The most critical of these challenges was finding a way of integrating the servomotor power required to deliver the torque for bending large pipe sizes. For the first application, Unison's new machine needs to be able to bend piping up to a maximum bore of 8 inches with Schedule 30 wall thicknesses of over 7 mm (with an outside diameter of 8.65 inch or 220 mm). For this task, the machine has to deliver a maximum torque of 360,000 Nm. The challenge was met with a novel power transmission architecture. Despite packing in all of this power, the machine also meets the first user's requested low loading height of just 60 inches (1524 mm), and can be provided with even lower loading heights down to around 48 inches (1,200 mm) if required.

Another critical design challenge was keeping the bend head of the machine compact, so that it can fabricate intricate shapes without danger of collision. The mechanical design reduces the profile of the clamp and pressure dies and provides a large amount of free space around the bending head, to minimize the potential for interference and give end users a great deal of production flexibility.

The first example of Unison's 225 mm machine architecture is over 12 meters long, and allows users to load pipe lengths of up to 6 or 9 meters in length, using either a clamped or hitch-fed arrangement. This will allow long and complex pipe shapes to be fabricated in single pieces - providing another substantial cost saving mechanism compared to the common practice of creating pipe shapes by bolting together shorter sections that have been further processed to add flanged ends.

In the first application, the bending capability is needed mainly for bending standard large-bore steel piping. However, the high torque also provides an extremely valuable capability for bending tubing made from specialist high strength and/or corrosion-resistant alloys - even with large wall thicknesses. This is also vital for many of the other potential applications for Unison's new machine architecture in areas such as offshore platforms and nuclear power plant construction.

Another aspect of this bending versatility is the ability to programmably control the action and timing all of the machine's bending dies. This allows bending programs to be highly optimized for each particular application, to achieve goals such as bending brittle materials, or retaining as much wall thickness as possible after bending.

Much of the tubing and piping in the 225 mm maximum size range of the new machine architecture can be extremely expensive. So, in addition to the precision of the electromechanical bending architecture, Unison is also making the new machine available with its revolutionary laser-controlled springback correction system, which accurately measures bend angles as they are fabricated, and automatically applies a correction to compensate for any springback.

This right-first-time production process is ideal for many of the perceived applications that Unison foresees for the new machine. In target applications such as shipbuilding and the fabrication of power generation and oil and gas processing plants and equipment, most parts have unique shapes or are fabricated in small batches. This means that routine scrap - something that is almost inevitable when setting up competitive hydraulically-actuated machines - is very high.

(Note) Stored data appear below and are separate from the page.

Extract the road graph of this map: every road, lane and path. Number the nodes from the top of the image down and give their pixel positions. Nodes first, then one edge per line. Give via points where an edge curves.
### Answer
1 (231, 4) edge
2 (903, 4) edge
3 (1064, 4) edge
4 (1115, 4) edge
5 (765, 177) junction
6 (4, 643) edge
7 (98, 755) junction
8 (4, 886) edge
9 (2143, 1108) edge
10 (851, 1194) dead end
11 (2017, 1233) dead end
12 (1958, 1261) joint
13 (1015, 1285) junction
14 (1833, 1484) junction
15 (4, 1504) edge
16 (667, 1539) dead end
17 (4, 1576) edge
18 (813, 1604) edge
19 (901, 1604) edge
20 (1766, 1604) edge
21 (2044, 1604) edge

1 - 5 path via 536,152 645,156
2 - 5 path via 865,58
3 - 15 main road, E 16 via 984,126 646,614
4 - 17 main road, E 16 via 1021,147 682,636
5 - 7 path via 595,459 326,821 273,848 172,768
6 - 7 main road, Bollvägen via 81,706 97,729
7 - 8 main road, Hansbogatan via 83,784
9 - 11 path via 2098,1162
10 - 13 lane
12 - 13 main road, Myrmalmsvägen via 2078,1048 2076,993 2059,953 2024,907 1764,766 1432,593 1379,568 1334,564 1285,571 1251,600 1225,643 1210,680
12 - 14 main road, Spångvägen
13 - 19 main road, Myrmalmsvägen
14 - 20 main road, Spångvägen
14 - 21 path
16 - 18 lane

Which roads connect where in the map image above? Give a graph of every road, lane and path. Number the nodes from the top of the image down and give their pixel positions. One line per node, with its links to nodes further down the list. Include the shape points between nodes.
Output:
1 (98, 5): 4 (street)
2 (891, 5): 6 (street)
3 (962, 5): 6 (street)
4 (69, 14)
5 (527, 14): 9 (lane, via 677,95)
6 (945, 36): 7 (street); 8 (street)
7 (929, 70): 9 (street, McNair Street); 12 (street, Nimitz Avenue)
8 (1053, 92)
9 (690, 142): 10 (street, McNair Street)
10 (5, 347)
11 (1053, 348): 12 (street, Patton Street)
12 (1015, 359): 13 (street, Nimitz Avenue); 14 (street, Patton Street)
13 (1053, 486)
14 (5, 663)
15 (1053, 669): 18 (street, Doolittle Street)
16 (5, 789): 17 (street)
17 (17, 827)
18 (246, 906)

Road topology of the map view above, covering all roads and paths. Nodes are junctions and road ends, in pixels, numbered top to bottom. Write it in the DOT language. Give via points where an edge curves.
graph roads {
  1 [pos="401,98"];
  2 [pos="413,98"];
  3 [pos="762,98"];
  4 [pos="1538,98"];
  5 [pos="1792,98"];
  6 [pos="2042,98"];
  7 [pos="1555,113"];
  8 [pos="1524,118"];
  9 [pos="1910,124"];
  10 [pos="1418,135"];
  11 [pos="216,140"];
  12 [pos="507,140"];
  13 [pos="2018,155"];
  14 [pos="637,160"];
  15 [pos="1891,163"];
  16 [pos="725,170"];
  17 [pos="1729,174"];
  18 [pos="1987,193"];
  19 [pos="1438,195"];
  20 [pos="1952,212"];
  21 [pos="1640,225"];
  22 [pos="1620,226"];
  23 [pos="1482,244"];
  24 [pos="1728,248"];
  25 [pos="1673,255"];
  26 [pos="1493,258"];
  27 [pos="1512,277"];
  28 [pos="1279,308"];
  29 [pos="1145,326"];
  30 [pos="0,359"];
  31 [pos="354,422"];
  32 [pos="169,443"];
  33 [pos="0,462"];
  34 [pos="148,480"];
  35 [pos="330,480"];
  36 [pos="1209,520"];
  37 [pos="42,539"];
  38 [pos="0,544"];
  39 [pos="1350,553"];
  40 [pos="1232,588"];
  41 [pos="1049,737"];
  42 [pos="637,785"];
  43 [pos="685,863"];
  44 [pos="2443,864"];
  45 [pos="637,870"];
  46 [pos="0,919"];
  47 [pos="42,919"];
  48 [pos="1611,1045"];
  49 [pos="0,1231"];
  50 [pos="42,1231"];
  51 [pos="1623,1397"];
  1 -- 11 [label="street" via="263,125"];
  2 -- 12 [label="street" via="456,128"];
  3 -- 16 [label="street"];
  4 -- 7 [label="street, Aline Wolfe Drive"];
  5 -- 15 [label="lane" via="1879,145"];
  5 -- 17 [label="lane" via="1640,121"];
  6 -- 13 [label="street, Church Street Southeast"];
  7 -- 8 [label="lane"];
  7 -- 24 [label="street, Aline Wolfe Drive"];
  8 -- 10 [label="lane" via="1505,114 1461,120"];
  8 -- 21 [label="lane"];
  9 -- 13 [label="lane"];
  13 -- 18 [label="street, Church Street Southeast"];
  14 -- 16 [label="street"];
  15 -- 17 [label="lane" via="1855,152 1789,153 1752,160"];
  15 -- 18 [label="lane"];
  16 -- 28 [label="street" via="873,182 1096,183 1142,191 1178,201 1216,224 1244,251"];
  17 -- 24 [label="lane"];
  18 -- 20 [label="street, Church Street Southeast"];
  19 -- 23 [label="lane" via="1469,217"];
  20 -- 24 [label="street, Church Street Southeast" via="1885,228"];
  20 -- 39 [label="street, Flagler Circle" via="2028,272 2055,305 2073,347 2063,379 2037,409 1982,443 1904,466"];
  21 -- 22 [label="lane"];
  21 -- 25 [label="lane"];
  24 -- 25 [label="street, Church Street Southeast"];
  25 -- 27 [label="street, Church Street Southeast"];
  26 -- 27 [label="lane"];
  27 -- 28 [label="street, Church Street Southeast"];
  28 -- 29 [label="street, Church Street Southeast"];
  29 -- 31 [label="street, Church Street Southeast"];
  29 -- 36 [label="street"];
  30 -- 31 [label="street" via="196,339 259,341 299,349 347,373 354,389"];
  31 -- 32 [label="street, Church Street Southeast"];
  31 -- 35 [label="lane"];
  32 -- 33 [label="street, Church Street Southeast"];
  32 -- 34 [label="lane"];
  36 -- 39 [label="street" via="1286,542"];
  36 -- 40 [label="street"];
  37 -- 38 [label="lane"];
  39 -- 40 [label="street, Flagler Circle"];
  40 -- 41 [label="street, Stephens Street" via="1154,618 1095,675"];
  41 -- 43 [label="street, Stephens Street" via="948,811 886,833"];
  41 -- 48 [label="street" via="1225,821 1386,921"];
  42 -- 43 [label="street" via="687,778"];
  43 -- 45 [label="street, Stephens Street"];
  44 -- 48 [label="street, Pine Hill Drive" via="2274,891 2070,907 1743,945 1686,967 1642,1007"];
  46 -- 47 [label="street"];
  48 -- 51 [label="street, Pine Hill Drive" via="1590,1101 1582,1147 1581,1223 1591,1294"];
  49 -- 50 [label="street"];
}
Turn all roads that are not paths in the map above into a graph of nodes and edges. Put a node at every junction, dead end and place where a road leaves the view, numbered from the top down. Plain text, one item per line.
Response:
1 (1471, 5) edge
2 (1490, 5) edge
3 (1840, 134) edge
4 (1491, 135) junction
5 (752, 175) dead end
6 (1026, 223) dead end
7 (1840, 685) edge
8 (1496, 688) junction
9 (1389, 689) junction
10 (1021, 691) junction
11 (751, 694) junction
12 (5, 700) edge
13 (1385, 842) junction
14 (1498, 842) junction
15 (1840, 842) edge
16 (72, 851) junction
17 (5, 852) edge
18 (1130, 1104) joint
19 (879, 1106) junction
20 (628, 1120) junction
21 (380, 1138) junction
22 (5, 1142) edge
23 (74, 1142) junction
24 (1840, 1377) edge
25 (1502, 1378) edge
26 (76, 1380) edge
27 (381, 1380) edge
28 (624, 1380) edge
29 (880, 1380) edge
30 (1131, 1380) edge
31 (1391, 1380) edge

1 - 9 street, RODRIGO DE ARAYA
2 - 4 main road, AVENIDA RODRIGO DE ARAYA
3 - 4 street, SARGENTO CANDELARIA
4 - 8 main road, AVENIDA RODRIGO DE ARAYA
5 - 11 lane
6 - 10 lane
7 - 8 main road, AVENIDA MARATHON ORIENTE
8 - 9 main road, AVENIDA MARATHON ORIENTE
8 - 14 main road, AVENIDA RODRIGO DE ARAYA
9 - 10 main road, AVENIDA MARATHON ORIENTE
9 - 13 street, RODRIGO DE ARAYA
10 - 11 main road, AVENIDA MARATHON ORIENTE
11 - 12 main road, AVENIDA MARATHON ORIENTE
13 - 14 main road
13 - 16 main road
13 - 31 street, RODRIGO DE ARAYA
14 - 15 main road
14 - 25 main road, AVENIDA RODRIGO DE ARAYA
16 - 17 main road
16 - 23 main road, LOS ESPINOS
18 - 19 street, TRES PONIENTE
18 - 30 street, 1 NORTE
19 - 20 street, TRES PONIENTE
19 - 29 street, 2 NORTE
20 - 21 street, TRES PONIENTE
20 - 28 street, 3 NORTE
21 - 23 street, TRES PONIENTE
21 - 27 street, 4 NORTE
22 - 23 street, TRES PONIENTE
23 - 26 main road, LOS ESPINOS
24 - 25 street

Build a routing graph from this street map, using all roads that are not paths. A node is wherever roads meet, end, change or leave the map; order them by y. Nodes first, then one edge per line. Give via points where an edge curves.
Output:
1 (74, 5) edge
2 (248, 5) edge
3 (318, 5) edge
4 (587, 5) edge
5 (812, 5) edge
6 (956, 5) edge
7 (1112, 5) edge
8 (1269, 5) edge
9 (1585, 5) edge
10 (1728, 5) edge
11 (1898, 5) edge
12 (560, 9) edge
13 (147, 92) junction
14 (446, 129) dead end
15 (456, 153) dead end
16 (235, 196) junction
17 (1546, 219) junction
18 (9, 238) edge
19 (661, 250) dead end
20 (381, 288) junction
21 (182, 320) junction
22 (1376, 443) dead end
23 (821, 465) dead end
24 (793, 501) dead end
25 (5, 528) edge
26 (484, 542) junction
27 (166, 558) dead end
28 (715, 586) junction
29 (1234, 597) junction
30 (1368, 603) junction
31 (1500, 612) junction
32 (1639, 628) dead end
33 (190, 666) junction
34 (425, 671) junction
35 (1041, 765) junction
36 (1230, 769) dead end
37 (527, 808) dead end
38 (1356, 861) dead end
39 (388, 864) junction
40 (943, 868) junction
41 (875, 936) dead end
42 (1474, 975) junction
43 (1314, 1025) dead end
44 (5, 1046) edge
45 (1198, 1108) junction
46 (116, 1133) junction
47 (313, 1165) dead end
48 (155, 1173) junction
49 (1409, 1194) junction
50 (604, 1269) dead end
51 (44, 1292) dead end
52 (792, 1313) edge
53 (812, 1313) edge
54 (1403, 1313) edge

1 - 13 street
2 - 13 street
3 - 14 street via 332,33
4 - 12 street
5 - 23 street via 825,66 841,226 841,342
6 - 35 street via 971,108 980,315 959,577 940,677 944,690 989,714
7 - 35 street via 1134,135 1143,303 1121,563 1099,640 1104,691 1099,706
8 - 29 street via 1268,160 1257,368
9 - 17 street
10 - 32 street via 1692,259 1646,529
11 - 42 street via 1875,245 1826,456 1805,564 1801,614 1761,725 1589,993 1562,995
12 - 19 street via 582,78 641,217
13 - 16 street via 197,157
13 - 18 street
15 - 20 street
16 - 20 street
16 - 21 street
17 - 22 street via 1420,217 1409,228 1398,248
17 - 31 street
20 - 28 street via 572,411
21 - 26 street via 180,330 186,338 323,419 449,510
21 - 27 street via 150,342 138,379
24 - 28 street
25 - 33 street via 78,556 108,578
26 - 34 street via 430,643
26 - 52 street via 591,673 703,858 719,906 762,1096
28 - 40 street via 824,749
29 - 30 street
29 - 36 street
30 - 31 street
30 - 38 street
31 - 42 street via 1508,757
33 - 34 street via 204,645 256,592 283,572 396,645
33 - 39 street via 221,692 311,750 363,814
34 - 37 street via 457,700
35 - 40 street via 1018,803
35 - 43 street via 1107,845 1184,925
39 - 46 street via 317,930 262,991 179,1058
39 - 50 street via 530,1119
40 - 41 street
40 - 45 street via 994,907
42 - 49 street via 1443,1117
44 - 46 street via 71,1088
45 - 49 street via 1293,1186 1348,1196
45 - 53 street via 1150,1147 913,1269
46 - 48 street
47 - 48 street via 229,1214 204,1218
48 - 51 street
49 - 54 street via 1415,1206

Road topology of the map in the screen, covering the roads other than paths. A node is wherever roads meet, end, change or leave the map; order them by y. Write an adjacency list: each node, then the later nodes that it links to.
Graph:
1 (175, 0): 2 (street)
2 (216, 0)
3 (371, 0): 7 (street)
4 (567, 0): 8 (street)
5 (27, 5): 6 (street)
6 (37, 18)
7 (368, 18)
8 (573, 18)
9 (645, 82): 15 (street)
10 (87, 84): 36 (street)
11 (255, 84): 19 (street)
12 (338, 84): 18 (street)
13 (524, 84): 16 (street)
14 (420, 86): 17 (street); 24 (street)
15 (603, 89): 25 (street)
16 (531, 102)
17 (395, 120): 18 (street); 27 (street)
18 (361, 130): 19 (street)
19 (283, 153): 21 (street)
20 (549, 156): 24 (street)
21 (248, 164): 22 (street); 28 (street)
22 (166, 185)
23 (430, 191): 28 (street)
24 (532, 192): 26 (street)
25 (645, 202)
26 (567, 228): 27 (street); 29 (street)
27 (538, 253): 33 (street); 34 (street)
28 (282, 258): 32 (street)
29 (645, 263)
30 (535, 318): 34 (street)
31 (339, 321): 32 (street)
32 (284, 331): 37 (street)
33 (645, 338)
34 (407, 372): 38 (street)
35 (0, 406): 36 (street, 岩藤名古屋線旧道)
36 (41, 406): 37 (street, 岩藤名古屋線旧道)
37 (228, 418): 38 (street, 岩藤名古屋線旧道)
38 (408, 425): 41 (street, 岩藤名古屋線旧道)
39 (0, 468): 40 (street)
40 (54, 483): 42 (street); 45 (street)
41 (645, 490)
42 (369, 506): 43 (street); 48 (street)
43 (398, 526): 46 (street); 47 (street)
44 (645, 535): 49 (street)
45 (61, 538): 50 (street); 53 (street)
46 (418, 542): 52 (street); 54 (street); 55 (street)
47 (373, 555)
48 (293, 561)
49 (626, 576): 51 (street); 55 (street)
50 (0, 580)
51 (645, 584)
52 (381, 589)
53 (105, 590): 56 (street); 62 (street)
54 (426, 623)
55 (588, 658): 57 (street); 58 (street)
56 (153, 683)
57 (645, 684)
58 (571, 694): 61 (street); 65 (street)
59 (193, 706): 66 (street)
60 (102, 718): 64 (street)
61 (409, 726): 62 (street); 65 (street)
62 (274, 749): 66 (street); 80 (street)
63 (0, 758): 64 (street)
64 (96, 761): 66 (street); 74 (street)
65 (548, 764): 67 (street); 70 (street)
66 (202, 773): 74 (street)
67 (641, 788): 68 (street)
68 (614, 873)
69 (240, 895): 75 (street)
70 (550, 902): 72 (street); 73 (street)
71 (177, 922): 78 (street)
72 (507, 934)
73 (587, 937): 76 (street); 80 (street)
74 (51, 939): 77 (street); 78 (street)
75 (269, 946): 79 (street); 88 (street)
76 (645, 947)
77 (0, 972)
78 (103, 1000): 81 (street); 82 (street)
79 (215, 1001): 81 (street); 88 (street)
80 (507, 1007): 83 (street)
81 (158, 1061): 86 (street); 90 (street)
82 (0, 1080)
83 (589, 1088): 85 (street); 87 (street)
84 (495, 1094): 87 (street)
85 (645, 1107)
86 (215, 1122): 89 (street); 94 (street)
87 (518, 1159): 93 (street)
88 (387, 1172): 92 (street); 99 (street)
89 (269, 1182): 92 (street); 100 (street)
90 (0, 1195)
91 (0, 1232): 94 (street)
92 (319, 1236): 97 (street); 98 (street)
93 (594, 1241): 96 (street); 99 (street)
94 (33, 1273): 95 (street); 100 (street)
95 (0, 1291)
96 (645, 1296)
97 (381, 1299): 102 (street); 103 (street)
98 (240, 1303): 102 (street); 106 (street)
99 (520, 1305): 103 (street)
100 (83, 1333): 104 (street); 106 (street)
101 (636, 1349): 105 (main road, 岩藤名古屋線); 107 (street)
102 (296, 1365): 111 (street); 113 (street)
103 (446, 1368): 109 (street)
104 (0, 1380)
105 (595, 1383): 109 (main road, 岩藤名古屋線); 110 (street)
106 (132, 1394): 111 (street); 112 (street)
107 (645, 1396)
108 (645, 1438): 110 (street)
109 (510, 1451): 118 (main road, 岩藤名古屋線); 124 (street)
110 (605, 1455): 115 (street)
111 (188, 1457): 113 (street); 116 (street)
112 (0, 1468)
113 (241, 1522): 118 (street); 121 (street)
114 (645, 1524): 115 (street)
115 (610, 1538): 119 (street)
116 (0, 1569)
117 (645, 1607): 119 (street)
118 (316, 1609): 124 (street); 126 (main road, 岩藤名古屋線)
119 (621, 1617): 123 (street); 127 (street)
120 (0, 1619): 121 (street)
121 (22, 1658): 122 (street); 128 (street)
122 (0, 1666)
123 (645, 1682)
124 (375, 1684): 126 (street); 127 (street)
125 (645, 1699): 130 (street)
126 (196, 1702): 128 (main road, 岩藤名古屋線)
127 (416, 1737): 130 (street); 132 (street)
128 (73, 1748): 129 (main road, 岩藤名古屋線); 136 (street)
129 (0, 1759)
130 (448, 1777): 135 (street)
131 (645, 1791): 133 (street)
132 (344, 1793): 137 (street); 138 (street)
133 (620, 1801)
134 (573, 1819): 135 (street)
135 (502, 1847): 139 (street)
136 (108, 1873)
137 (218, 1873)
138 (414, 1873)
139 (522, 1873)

Buyers of Unison machines also obtain access to one of the most extensive portfolios of productivity-enhancing software tools for tubular metal fabrication, Unison pointed out. Covering the complete process from design and manufacture through to final inspection, the product range includes: TubeWorks - an innovative PC-based CADCAM solution for tubular metal fabricators who use SolidWorks CAD software that reduces order processing and pre-production development time from hours to minutes; the powerful PC-based Unibend Office and Opt2Sim 3D simulation software for offline creation, test and validation of bending programs, as well as a unique calculator app for evaluating bending machine tooling that runs on Apple’s iPhones, iPods and iPads.